Ironically, there are problems for enterprises living at the cutting edge: Virtualization is the new mantra, for both servers and storage: The physical (as different from the logical) entity might reside far away — may be on another continent or on the premises of another entity.

This leads to tremendous savings in system overheads — especially when combined with tools like data de-duplication (saving just copy of an attachment that was copied to multiple email recipients, for example).

Yet virtualization can pose special challenges to the implementation of a DR plan. ‘Native’ tools for data recovery are said to be somewhat immature in virtual environments and the Symantec survey says over one third of virtualized servers are not covered by the organization’s DR plans — a case of ‘out of sight, out of mind’, perhaps!

Why re-evaluation

That is why over half of the respondents have had to re-evaluate their disaster systems because they had to contend with virtual storage or servers.

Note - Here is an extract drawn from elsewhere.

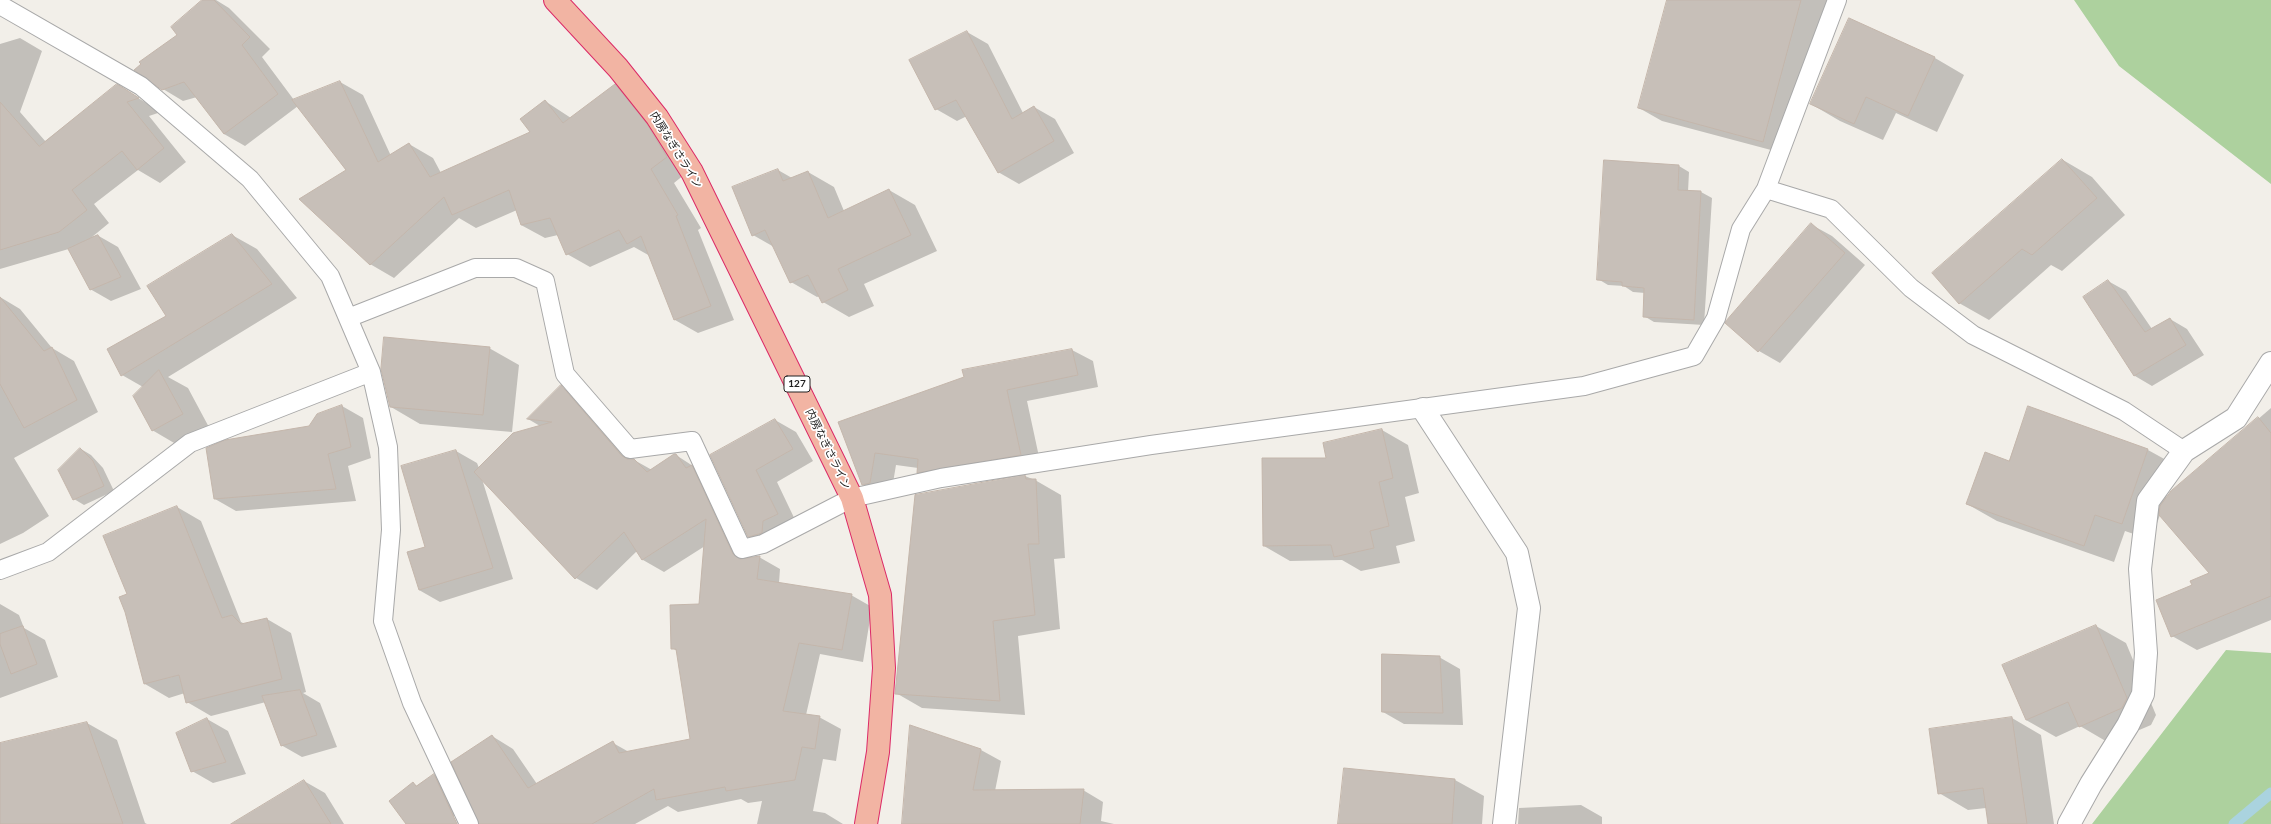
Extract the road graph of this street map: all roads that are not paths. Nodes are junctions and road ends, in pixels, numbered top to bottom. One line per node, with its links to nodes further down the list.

The answer might lie in special tools that acknowledge that they have to work in a virtual world — like cluster server or volume replication solutions from a company like Veritas ( now a part of Symantec); like HP’s D2D2T StorageWorks back up systems which help enterprise backup disk to disk to another level of tape storage; like NetApp’s SnapVault operator-less remote back up tool; like VMWare’s DRS or VirtualCenter management tools; like Fujitsu’s Eternus storage systems, with built in data recovery strategies….

The tools and technologies are out there: and enterprises which still hesitate at the water’s edge, while sizing up the cost-benefit ratio of putting DR plans into place do so at their peril, will sooner or later be swept away the water when it turns into a flood.

There is no magic bullet to stave off disaster; but a single, holistic disaster recovery solution that embraces both virtual and real environments; remote offices and portable platforms; and one which minimises human involvement will at least mitigate the danger – and the consequences. To do less is to live dangerously — and drag one’s customers into disaster.